» Provided records

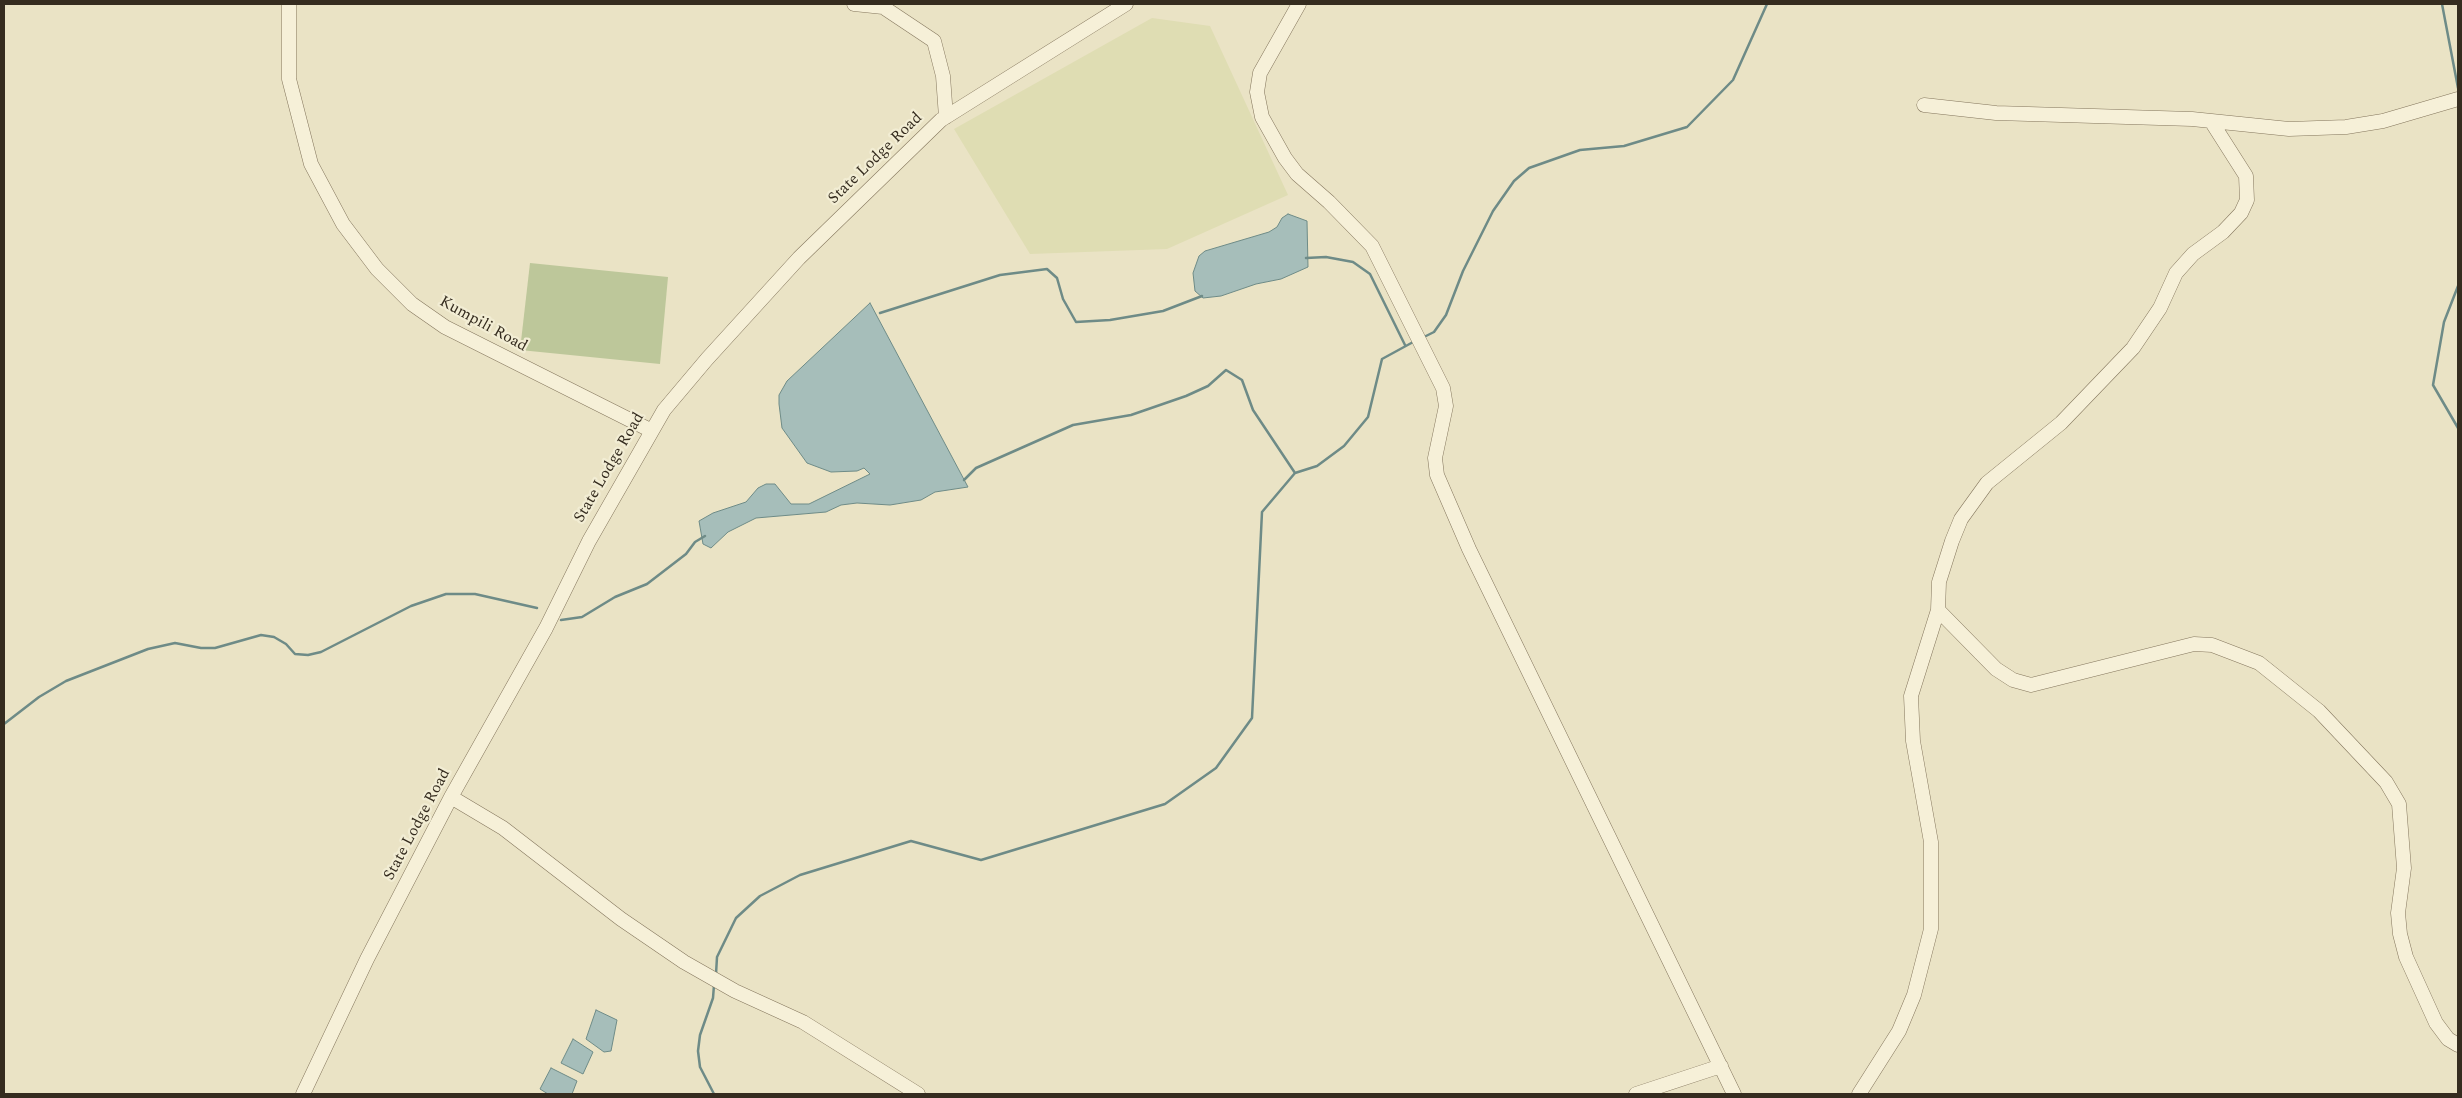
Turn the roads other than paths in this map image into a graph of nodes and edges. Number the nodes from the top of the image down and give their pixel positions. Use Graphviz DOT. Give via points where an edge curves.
...
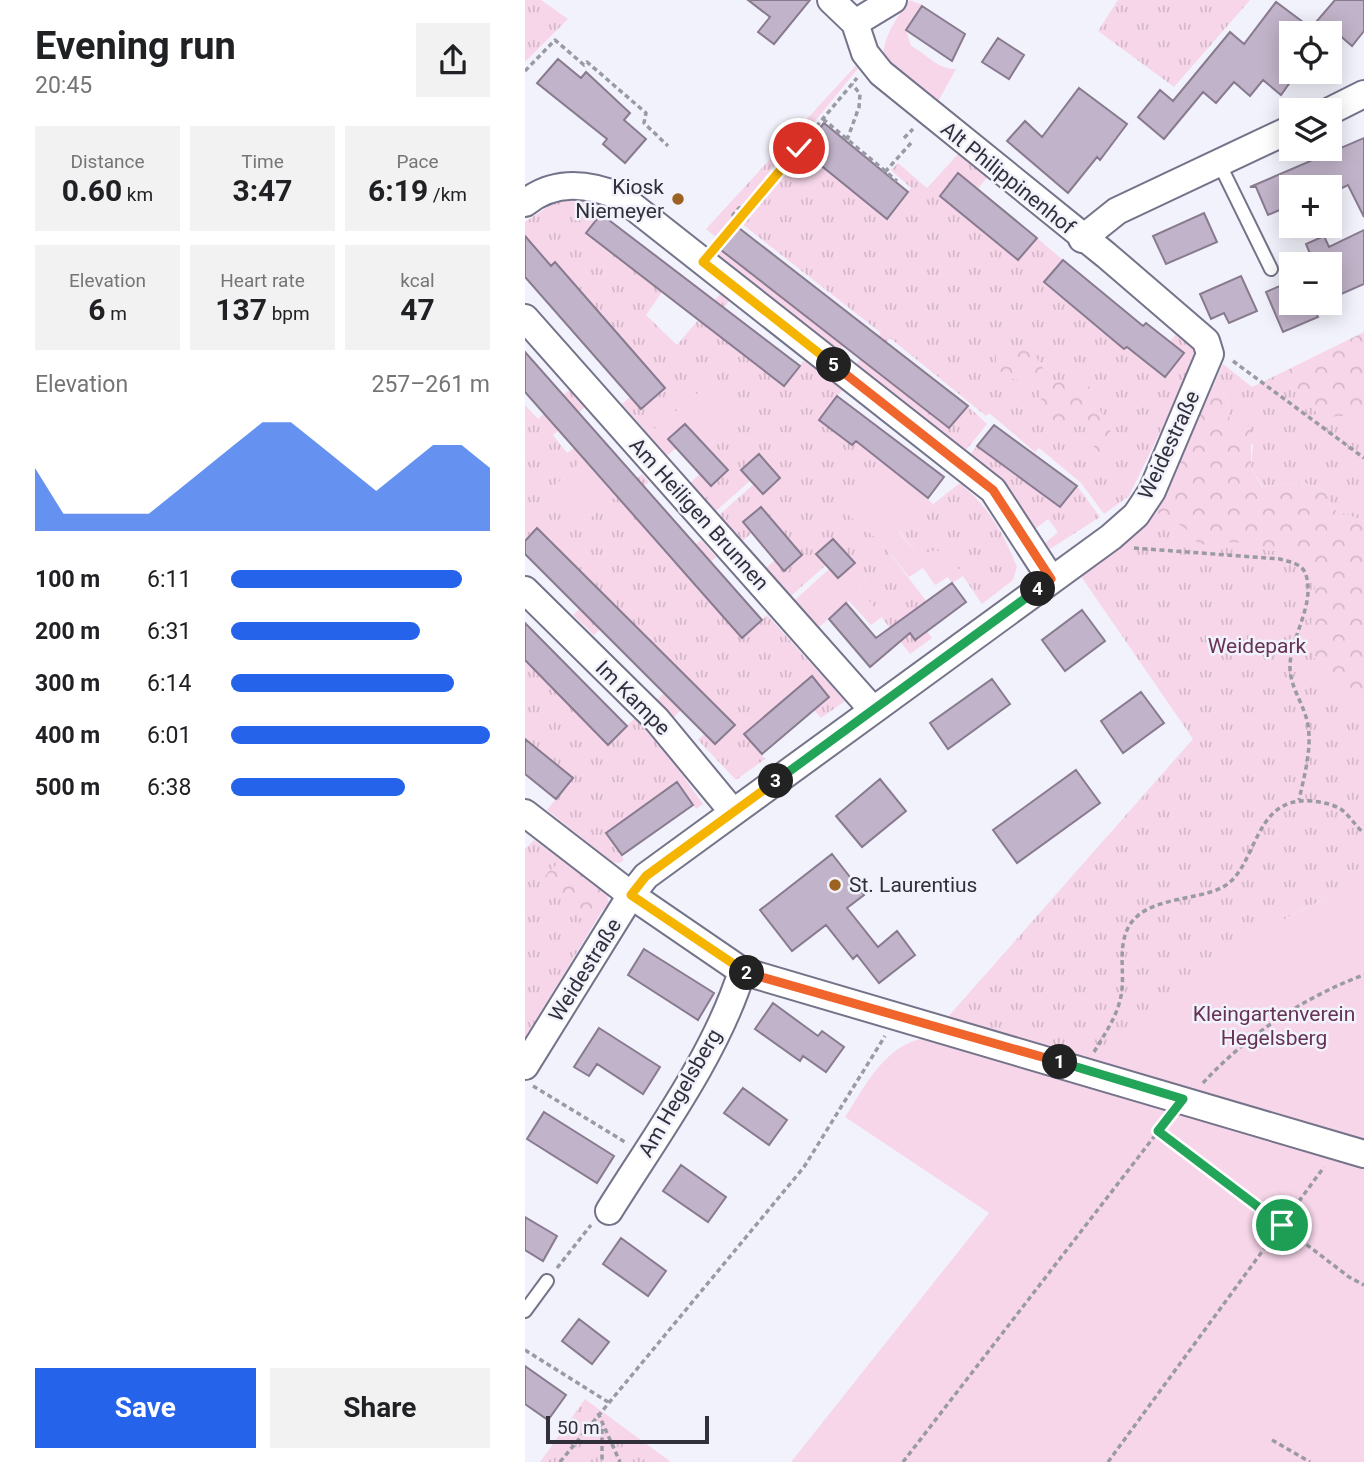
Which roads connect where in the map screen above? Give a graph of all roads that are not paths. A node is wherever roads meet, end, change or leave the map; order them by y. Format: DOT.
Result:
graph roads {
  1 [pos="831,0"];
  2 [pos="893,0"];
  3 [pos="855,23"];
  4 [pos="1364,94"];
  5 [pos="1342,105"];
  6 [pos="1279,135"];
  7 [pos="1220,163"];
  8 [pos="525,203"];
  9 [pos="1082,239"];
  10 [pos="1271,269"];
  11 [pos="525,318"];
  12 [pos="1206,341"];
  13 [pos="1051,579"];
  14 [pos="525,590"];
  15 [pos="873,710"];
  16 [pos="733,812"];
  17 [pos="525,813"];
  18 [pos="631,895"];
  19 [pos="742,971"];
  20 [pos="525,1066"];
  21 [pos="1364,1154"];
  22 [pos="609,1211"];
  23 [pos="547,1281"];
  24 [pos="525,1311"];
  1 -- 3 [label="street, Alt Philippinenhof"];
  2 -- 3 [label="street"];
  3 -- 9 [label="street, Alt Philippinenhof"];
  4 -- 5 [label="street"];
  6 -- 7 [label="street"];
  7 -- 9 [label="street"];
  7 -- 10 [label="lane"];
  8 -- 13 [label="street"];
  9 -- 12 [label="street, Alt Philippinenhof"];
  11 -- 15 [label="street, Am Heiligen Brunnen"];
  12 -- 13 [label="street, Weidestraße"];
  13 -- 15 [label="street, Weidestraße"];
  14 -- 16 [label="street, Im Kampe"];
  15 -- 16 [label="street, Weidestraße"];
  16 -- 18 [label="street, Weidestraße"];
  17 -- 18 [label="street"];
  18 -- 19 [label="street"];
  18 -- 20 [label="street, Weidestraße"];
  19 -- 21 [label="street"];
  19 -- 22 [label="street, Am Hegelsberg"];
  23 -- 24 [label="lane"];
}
==
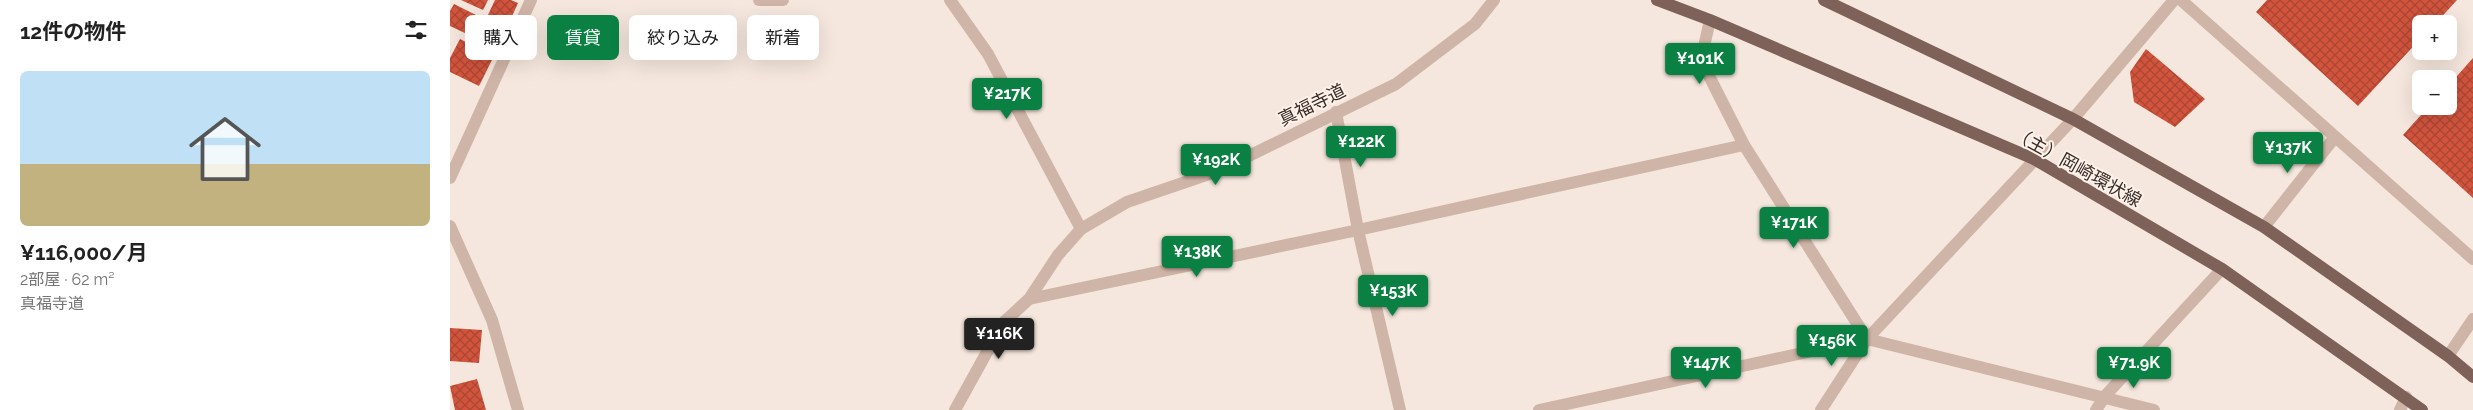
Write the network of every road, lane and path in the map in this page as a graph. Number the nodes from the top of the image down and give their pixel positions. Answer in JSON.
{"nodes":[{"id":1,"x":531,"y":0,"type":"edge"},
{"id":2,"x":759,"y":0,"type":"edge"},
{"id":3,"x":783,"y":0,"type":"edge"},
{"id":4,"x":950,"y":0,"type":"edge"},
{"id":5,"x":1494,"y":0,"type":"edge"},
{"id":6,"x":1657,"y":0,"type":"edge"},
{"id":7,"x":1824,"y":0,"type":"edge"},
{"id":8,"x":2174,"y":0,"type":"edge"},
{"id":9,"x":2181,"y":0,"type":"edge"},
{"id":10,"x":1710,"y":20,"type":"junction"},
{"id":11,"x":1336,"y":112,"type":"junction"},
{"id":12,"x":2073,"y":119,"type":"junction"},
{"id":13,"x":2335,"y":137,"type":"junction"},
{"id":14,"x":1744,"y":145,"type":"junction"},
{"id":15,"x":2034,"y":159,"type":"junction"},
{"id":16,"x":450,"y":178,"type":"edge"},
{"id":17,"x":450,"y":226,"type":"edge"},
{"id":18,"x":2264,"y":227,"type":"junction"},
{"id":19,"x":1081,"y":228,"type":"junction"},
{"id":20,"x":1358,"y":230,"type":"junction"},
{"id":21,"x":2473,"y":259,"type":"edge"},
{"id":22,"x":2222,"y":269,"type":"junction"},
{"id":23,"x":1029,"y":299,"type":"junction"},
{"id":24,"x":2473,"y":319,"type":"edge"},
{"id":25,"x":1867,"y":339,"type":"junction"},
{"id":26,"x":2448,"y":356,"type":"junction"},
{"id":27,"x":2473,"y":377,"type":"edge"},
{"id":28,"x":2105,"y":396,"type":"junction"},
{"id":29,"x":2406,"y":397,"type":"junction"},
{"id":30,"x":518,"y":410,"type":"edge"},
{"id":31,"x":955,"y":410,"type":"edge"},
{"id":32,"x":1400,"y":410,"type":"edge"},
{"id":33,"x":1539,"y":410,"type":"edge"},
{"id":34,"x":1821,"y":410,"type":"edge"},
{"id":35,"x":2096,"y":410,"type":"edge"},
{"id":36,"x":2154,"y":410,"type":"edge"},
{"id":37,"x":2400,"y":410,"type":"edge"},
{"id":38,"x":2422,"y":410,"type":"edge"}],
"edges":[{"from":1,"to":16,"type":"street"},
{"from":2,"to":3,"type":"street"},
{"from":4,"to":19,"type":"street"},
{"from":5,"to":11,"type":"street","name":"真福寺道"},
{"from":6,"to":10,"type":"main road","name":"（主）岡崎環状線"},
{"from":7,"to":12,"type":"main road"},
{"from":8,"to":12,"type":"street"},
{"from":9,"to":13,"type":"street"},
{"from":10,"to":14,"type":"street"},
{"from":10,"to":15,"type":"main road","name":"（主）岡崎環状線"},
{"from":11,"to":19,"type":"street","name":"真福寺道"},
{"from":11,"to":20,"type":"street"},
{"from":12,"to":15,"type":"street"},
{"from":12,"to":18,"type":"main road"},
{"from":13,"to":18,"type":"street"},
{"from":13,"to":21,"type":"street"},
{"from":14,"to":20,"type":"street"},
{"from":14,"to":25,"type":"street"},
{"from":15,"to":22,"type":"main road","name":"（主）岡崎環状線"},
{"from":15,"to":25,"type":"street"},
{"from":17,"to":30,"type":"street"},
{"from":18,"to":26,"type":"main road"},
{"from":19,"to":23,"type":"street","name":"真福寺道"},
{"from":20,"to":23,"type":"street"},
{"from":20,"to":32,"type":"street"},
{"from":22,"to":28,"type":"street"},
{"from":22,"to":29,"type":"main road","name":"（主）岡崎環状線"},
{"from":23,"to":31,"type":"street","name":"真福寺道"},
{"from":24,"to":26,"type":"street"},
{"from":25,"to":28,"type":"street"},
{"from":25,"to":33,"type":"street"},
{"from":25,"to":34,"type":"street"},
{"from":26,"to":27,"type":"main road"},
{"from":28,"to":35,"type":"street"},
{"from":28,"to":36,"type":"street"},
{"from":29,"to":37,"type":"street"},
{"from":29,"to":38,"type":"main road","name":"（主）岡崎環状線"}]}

» What is being asked
Report every line of the data in which "paths" appears.

» Solution
Turn the roads other than paths in this map image into a graph of nodes and edges. Number the nodes from the top of the image down and give their pixel positions. Use Graphviz DOT. Give via points where an edge curves.
Which roads connect where in the map screen above? Give a graph of all roads that are not paths. A node is wherever roads meet, end, change or leave the map; order them by y. Format: DOT.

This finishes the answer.